Directions for this task — Scan the material for the string "pinky" and copy out every line in which it occurs.

=======

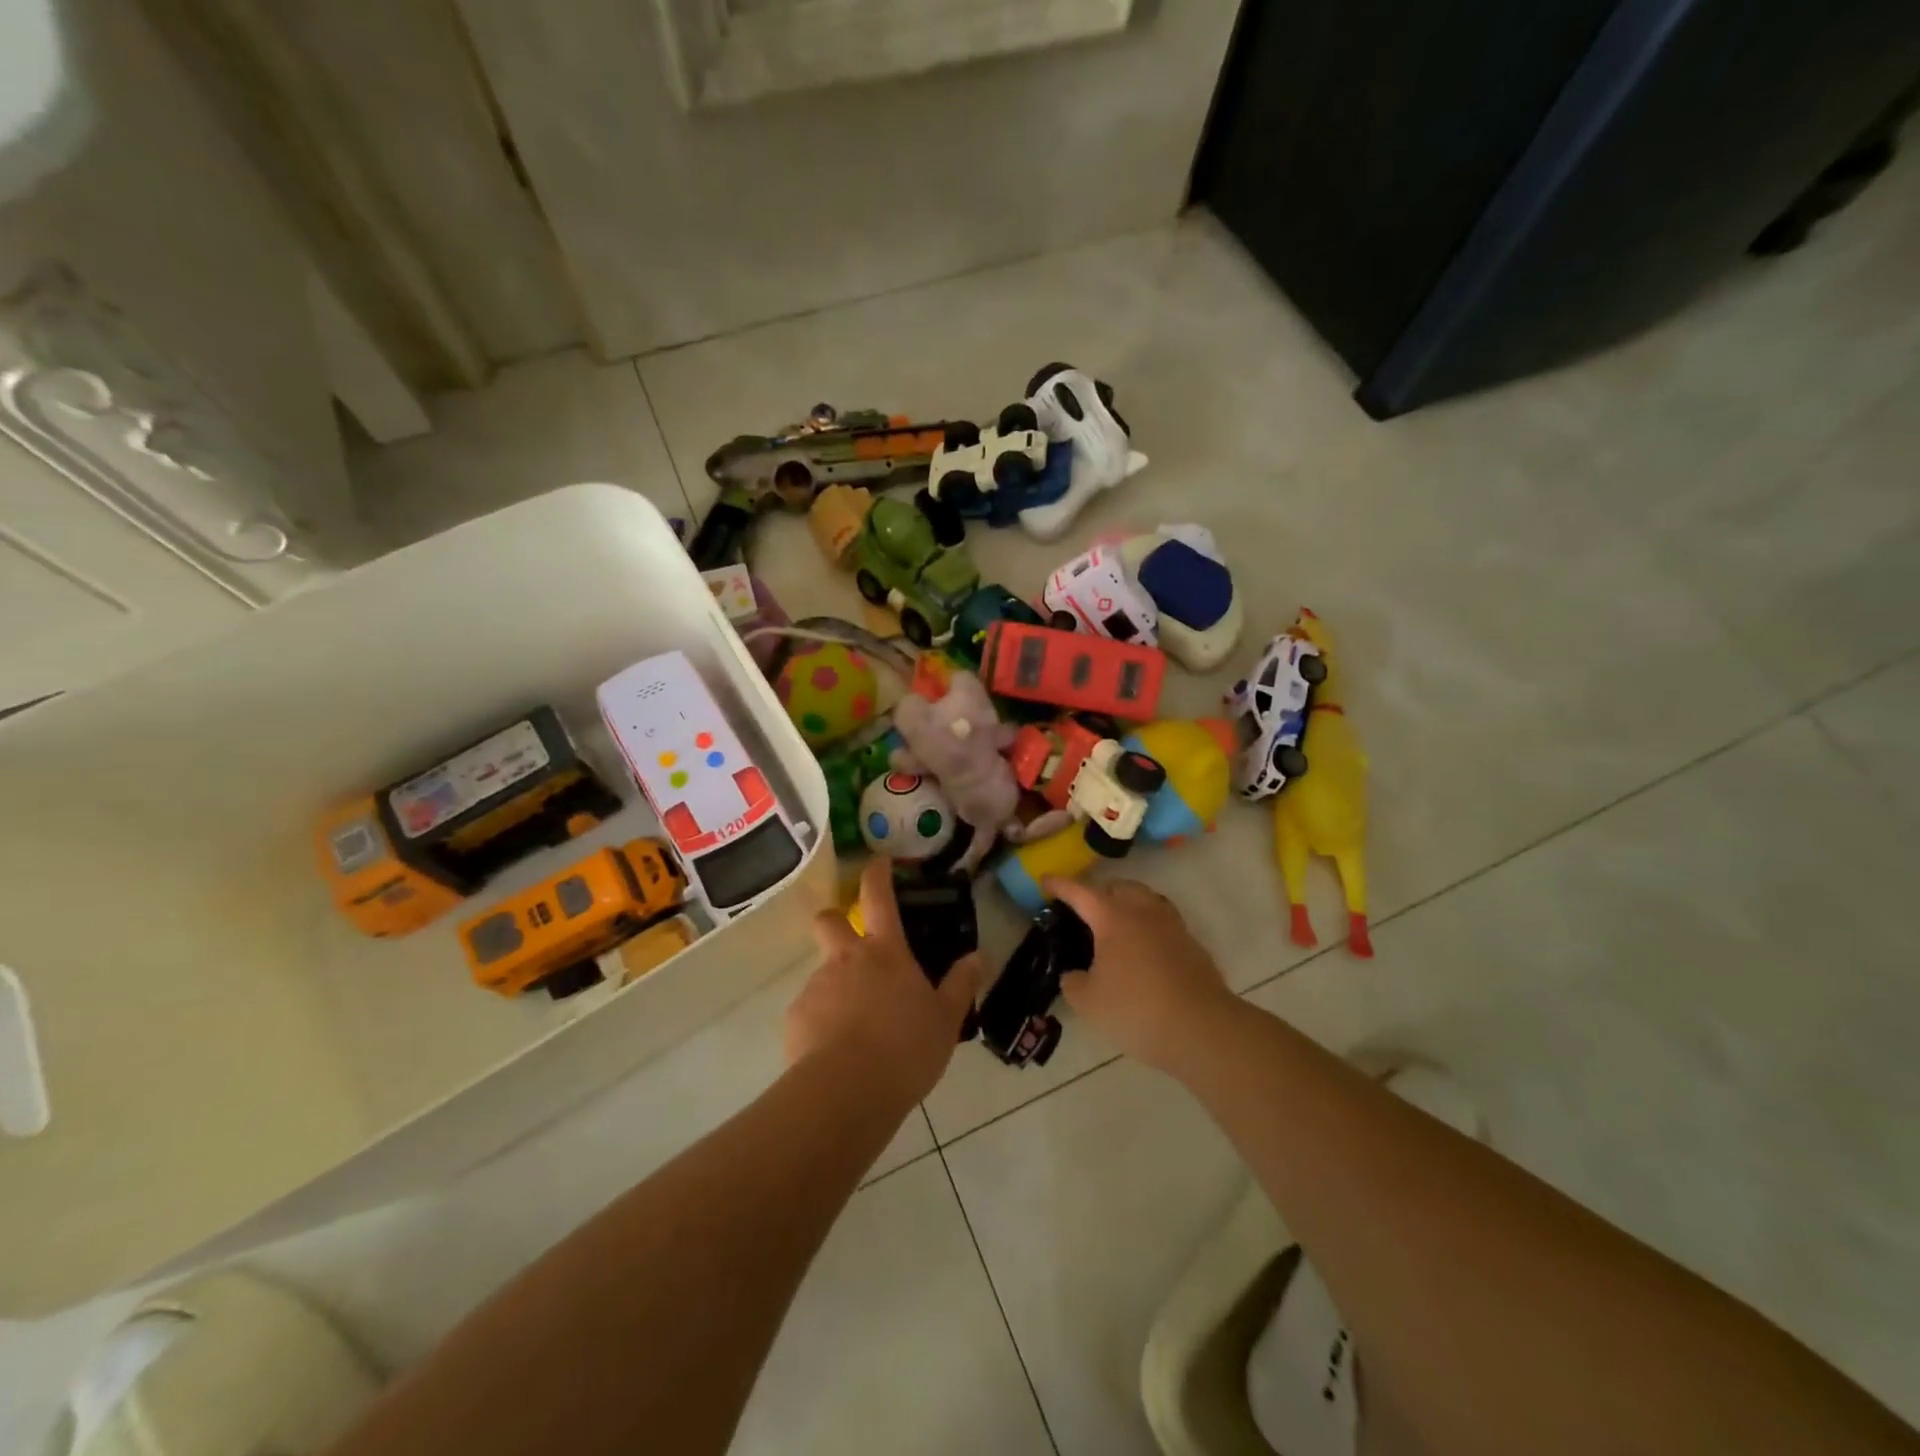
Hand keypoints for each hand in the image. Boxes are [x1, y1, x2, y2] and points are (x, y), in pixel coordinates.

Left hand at [787, 860, 981, 1105]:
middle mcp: (847, 959)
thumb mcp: (946, 1020)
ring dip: (837, 988)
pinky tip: (837, 1053)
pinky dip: (822, 1023)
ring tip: (857, 1029)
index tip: (879, 863)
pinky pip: (810, 1011)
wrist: (847, 1091)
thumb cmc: (905, 1048)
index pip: (878, 896)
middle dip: (836, 921)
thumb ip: (960, 985)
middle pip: (829, 920)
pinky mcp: (795, 1017)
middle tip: (852, 946)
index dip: (877, 873)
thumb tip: (977, 956)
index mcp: (885, 952)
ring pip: (823, 973)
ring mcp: (816, 986)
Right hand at [1044, 878, 1236, 1074]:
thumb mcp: (1088, 1002)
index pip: (1080, 892)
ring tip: (1115, 927)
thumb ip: (1073, 982)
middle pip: (1119, 887)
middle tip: (1084, 911)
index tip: (1045, 880)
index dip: (1060, 885)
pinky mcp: (1192, 945)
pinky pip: (1163, 924)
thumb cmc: (1136, 1009)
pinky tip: (1142, 953)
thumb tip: (1075, 975)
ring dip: (1128, 905)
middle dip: (1099, 892)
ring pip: (1146, 900)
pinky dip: (1148, 928)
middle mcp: (1143, 911)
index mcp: (1112, 917)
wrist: (1202, 1028)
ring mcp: (1172, 926)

=======

Result of the exercise —
pinky tip: (837, 1053)
pinky dip: (822, 1023)
pinky pip: (810, 1011)
pinky mcp: (795, 1017)
pinky mcp: (1192, 945)
pinky pip: (1163, 924)
pinky tip: (1142, 953)
pinky dip: (1148, 928)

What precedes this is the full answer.